SQL Triggers and Application Programs, Data Storage and Indexing, Query Processing and Optimization, and Some Basics.
You should understand all basic concepts, not just the ones exercised below. This includes mainly what we covered recently (on SQL triggers and application programs, data storage and indexing, query processing and optimization), and the most basic and important aspects covered earlier (on keys, constraints, and redundancy; and data definitions and queries in SQL).
Note: You will need to understand the problems and the solutions to them, not just memorize the answers, because slightly different questions may lead to completely different answers, and seemingly different questions may have exactly the same answer.
More exercises are parts of Project 4. Please make sure that you can do them yourself; do not just let your teammate do them. If you would like more problems to solve, do other exercises in the textbook.

Problem 0. Timing.
The kinds of problems in this homework are meant to help you prepare for the final, but the amount of work here might not be the same as that required for the final. To help us estimate how many problems to put in the actual exam, you are asked to report how long it takes you to do this homework. Put the time right next to your homework header information (name, etc).

Problem 1. Triggers.
a. What is the basic structure of a trigger? Triggers are a part of which version of SQL standard?
b. Give an example of a trigger.
c. What is a trigger event in general, and what can be a trigger event in SQL?
d. List two of the issues to consider in trigger handling.

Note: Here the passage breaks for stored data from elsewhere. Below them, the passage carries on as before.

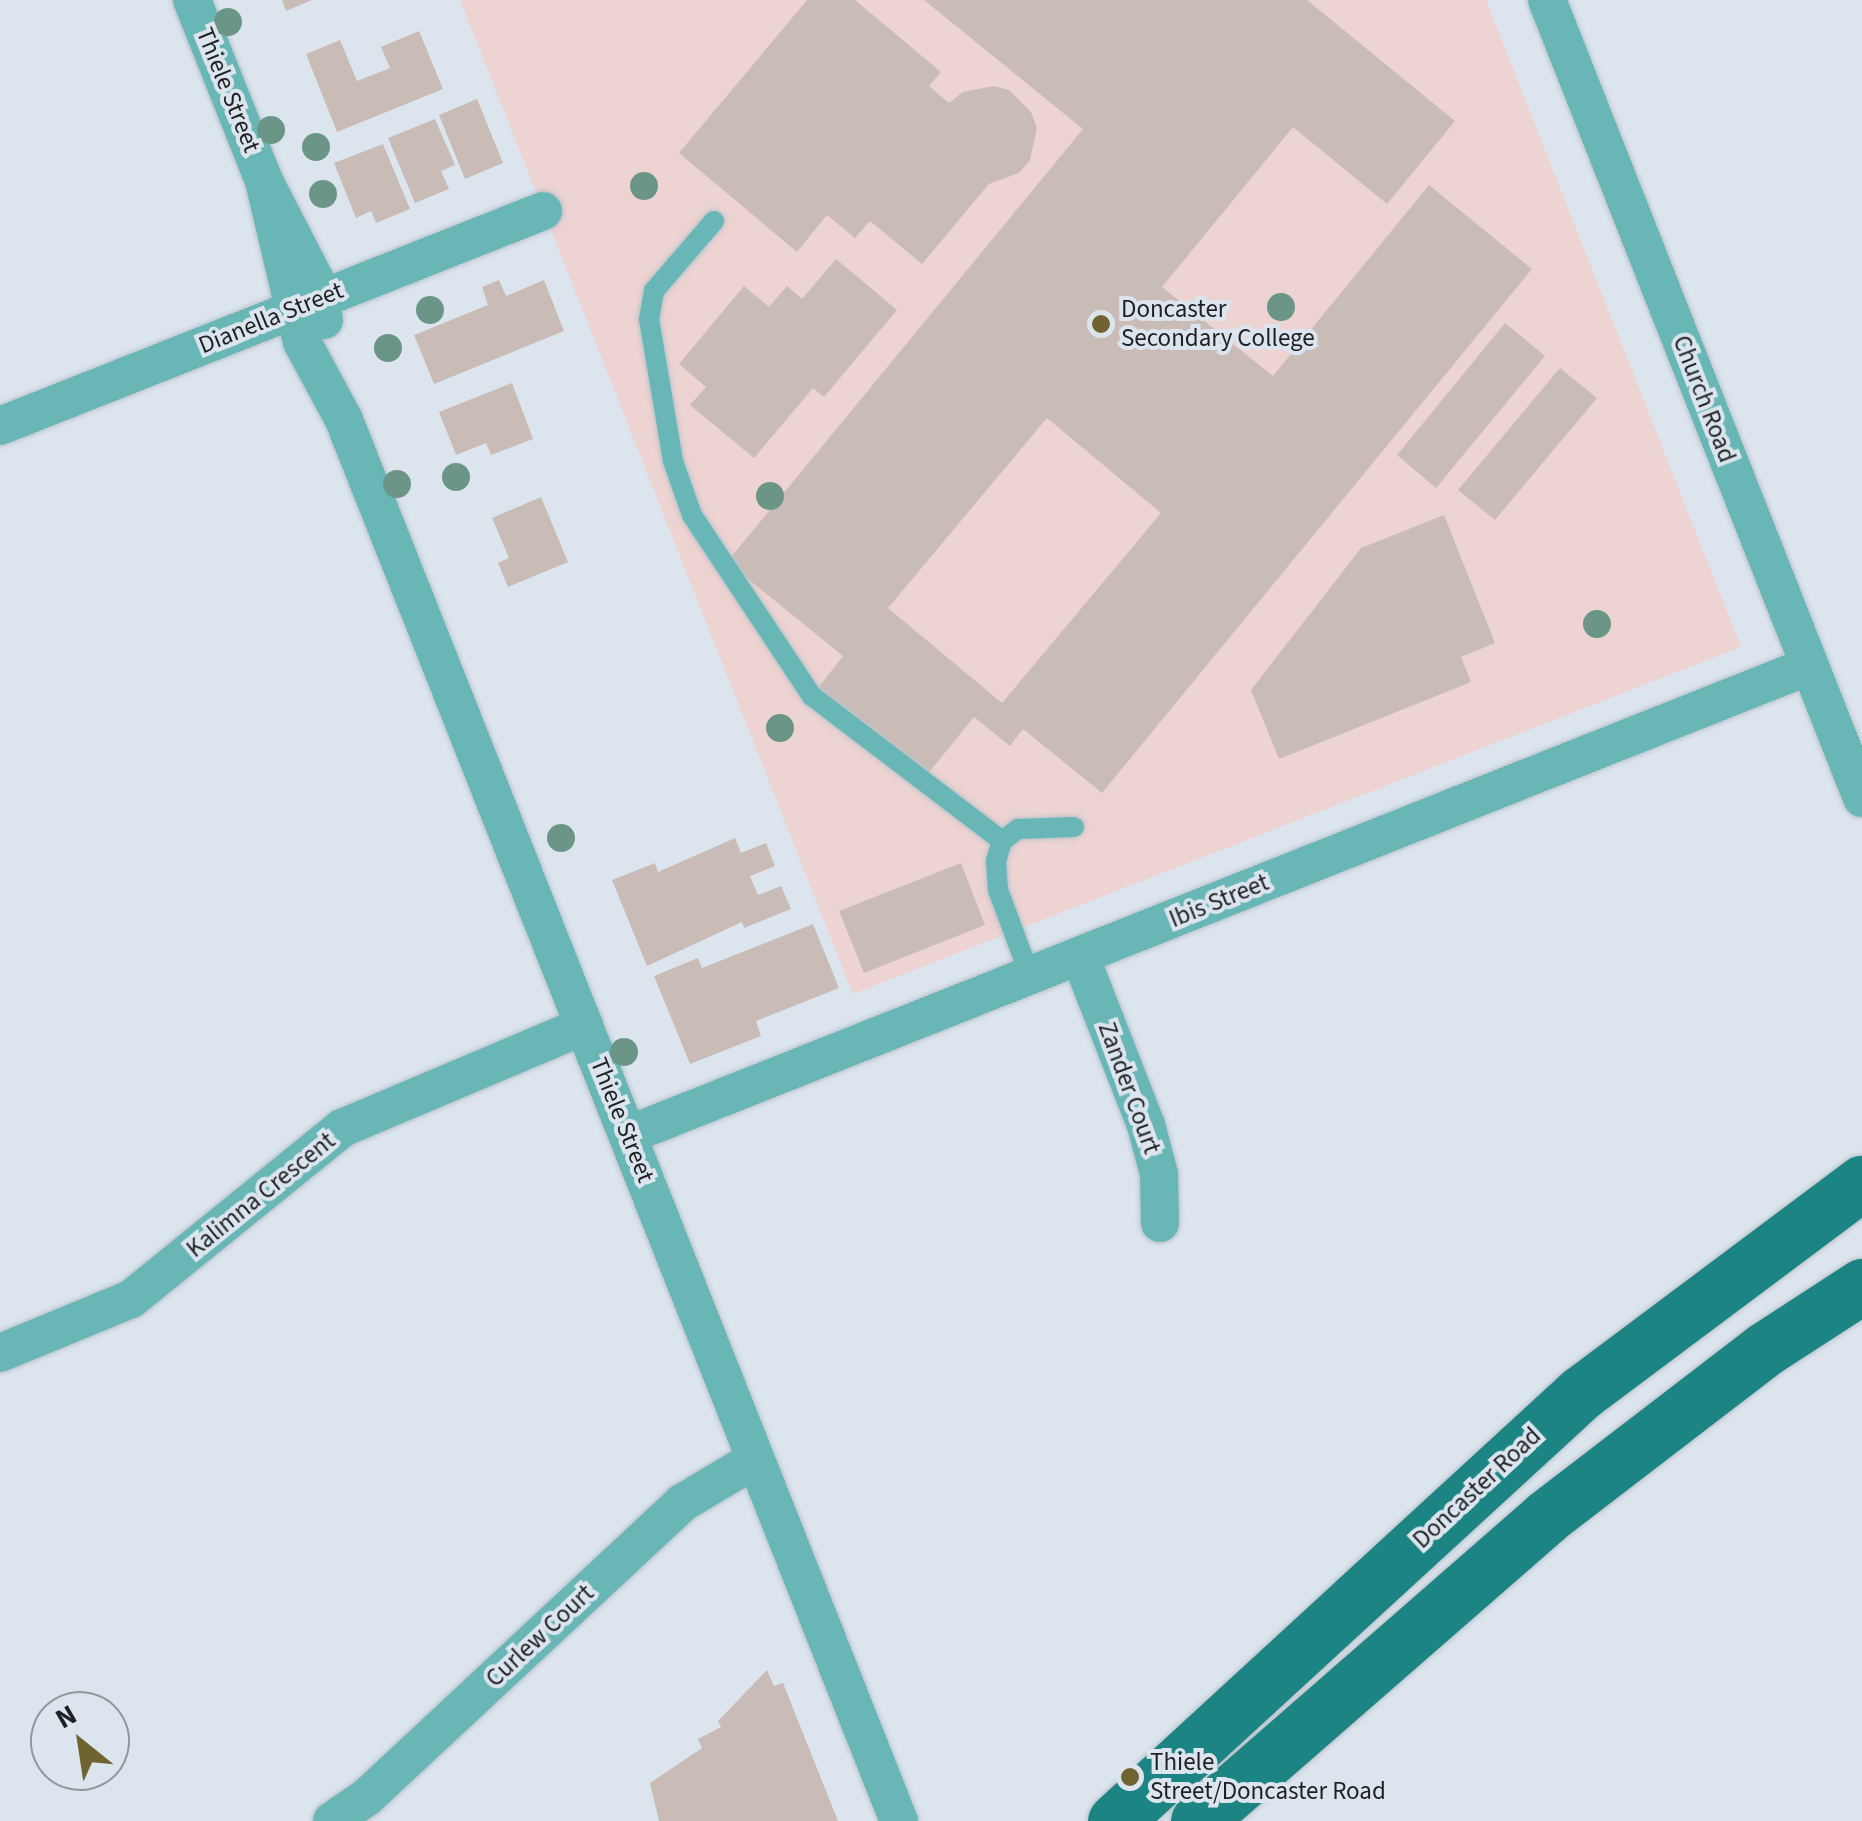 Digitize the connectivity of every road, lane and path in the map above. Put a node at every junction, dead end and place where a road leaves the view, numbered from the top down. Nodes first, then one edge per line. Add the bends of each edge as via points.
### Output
1 (192, 0) edge
2 (1547, 0) edge
3 (543, 211) dead end
4 (714, 221) dead end
5 (307, 304) junction
6 (0, 426) edge
7 (1809, 666) junction
8 (1862, 798) edge
9 (1074, 827) dead end
10 (1002, 841) junction
11 (1080, 956) junction
12 (1030, 976) junction
13 (584, 1026) junction
14 (628, 1135) junction
15 (1862, 1184) edge
16 (1160, 1222) dead end
17 (1862, 1286) edge
18 (0, 1353) edge
19 (754, 1460) junction
20 (1224, 1813) edge
21 (332, 1821) edge
22 (899, 1821) edge
23 (1115, 1821) edge

1 - 5 street, Thiele Street
2 - 7 street, Church Road
3 - 5 street, Dianella Street
4 - 10 lane via 654,291 649,320 673,461 692,515 719,564 828,712
5 - 6 street, Dianella Street
5 - 13 street, Thiele Street via 302,342 344,420
7 - 8 street, Church Road
7 - 11 street, Ibis Street
9 - 10 lane via 1039,824
10 - 12 lane via 995,877
11 - 12 street, Ibis Street
11 - 16 street, Zander Court via 1146,1125 1159,1174
12 - 14 street, Ibis Street
13 - 14 street, Thiele Street
13 - 18 street, Kalimna Crescent via 342,1128 131,1299
14 - 19 street, Thiele Street
15 - 23 main road, Doncaster Road via 1581,1393
17 - 20 main road via 1764,1349 1546,1518
19 - 21 street, Curlew Court via 682,1503 367,1797
19 - 22 street, Thiele Street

Problem 2. Application programs.
a. What is the difference between statement-level interface and call-level interface?
b. What is the difference between embedded SQL and dynamic SQL?
c. What are the similarity and difference between dynamic SQL and a call-level interface?
d. What kinds of properties can a cursor have?
e. Where does stored procedure reside? List two advantages of using stored procedures.
f. What is a transaction in JDBC?

Problem 3. Data storage and indexing.
a. What are the goals in designing efficient data storage methods? What is one of the principles in achieving the goals?
b. Suppose a phone book contains 1000 pages, and each page can contain up to 500 records. Suppose we want to search for a particular name in the book. Give a worst-case bound on the number pages that must be looked at to perform a search using each of the following methods: (i) linear search, as if the book is organized as a heap file, (ii) binary search, since the book is ordered by names, (iii) with an index for the name of the first entry on each page.
c. What is the difference between an integrated storage structure and a separate storage structure?
d. Is an integrated storage structure always clustered? Why?
e. Can an file have more than one clustered index? Why?
f. Can an unclustered index be sparse? Why?

Problem 4. Locating index entries.
a. What are two basic efficient ways of locating index entries?
b. What are the advantages of tree indexing over hash indexing and vice versa?
c. Exercise 11.8 (a) in textbook.
d. Search key value s is to be inserted in the following B+ tree. Show what the tree looks like after the insertion.

    -------------------
    | |  f  | |  p  | |
    -/-------|-------\-
    /        |        \
   V         V         V
  -----    -----    -----
  |c|e|<-->|f|g|<-->|p|t|
  -----    -----    -----

v    h(v)
pete 11010
mary 00000
jane 11110
bill 00000
john 01001
tony 10101
karl 10111

Problem 5. Query processing and optimization
Suppose a database has the following schema:
Professor(id: INTEGER, name: STRING, deptId: DEPT)
Teaching(profId: INTEGER, crsCode: COURSE, semester: SEMESTER)
a. Write an SQL query that returns the name of all professors in the CS department who have taught a course in F1994.
b. Translate the SQL query in (a) into a most directly corresponding relational algebra expression.
c. Translate the relational algebra expression in (b) into an equivalent expression using pushing.
d. Translate the relational algebra expression in (c) into a most directly corresponding SQL query.

Problem 6. Database design in context.
Suppose schema S has attributes A, B, and C; A uniquely determines B; and B uniquely determines C. Suppose we decompose S into S1 and S2, such that S1 contains A and B, and S2 contains B and C.
a. What are the keys of S, S1, and S2, respectively?
b. Is the decomposition lossless? Why?
c. Does the decomposition lead to tables that are overall smaller? Why?
d. Does the decomposition lead to tables that enable faster query and update operations? Why?